You Must Judge for Yourself, But Ask Around. It’s not the intent of the staff or publishers of Inside Dentistry to determine which is which. Rather, we’ve presented information in this issue about, and examples of, the types of learning and education opportunities that dental professionals may encounter as they look to satisfy their life-long learning needs. We’ve also suggested some criteria that may be helpful when judging for one’s self what programs are valid, scientifically based, accredited, and worth participating in. We’ve also explained what different terms mean and entail. I also encourage you to evaluate the history of the individual or institute whose programs you are attending. Do they have a good track record, or have they been responsible for teaching many of the techniques that have resulted in significant failures in our profession? I show a slide of six major failures that have occurred over the past 20 years. All were taught in CE programs, and most should have been avoided had the lecturers based their decisions onscientifically available evidence rather than on manufacturer’s information.
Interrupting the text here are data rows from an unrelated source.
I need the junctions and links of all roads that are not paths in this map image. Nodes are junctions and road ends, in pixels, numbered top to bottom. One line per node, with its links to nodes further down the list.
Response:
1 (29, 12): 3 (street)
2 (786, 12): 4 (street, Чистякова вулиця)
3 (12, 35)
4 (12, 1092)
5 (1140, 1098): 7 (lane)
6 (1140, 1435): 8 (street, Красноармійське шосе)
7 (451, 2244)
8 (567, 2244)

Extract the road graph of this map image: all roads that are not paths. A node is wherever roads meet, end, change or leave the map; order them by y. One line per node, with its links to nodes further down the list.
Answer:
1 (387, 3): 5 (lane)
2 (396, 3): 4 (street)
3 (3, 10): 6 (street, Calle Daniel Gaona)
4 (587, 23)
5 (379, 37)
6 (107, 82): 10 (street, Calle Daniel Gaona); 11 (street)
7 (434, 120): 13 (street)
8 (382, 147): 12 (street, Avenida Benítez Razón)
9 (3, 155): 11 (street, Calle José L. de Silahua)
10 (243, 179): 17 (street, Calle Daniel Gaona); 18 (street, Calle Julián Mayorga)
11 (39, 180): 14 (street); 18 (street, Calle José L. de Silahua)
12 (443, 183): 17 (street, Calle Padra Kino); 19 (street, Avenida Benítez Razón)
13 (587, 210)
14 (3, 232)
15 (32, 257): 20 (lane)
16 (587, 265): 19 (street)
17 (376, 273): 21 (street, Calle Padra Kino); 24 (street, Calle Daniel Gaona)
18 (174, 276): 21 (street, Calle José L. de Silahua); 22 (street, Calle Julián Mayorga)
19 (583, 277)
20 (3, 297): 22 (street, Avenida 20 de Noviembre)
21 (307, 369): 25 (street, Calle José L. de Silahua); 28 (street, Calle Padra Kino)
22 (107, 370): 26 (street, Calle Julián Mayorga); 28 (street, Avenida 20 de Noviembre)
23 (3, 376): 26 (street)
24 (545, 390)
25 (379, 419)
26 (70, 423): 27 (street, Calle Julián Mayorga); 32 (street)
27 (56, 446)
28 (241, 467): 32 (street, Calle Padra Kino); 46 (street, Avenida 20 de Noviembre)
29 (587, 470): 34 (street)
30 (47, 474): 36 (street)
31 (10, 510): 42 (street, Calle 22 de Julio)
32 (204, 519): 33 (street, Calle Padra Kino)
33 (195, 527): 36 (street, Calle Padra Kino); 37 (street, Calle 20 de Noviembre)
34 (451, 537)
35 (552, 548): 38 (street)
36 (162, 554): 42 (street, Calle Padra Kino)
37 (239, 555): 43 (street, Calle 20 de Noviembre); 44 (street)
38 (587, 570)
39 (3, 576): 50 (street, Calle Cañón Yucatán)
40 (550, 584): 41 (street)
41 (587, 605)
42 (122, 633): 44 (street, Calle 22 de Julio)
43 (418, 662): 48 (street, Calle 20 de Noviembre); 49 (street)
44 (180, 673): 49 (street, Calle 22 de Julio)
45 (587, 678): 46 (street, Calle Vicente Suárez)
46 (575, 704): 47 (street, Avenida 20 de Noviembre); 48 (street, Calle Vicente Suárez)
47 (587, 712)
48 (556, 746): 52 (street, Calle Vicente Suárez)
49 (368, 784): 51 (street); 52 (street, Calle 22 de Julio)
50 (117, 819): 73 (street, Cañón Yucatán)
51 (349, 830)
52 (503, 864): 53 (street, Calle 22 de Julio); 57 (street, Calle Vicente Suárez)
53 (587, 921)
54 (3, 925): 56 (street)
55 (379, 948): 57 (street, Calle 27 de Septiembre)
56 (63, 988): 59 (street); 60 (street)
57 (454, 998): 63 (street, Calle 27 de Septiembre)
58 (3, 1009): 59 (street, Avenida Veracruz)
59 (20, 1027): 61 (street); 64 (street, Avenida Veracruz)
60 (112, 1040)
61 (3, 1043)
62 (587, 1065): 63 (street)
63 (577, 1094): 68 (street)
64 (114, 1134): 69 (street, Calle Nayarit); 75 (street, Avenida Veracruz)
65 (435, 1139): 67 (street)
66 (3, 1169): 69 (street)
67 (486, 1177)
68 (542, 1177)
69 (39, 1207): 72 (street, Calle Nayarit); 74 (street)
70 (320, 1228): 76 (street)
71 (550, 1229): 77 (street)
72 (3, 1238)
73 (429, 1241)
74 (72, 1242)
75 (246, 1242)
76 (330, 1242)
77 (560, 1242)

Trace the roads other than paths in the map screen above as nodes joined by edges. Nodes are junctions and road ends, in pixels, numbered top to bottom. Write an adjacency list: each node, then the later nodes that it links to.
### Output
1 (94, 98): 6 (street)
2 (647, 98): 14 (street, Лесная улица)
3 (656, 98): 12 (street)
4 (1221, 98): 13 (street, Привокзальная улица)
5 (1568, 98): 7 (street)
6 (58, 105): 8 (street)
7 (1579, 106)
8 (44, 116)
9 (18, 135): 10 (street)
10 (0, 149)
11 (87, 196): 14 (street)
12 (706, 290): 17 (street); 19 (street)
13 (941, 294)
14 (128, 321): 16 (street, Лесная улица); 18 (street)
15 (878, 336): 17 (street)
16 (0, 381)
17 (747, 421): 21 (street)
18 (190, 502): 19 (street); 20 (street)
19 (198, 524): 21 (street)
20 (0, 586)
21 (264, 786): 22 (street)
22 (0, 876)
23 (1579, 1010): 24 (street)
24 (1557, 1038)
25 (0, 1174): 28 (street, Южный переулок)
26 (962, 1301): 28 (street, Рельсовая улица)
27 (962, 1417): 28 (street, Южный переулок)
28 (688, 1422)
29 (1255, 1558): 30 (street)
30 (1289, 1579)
It’s Not All Good or Bad. For this reason, I encourage you to read our cover feature and its related sidebars so that you can better evaluate for yourself exactly who’s behind the podium the next time you’re considering attending an advanced or continuing education or learning experience. Manufacturer support does not necessarily corrupt the validity of the information that’s being presented. Full disclosure of commercial support or potential conflict of interest likewise does not guarantee a worthwhile and meaningful instructional experience that lives up to the attendees’ expectations. The more you know about the education opportunities that are available to you, the more you can gain from those opportunities that you wish to pursue.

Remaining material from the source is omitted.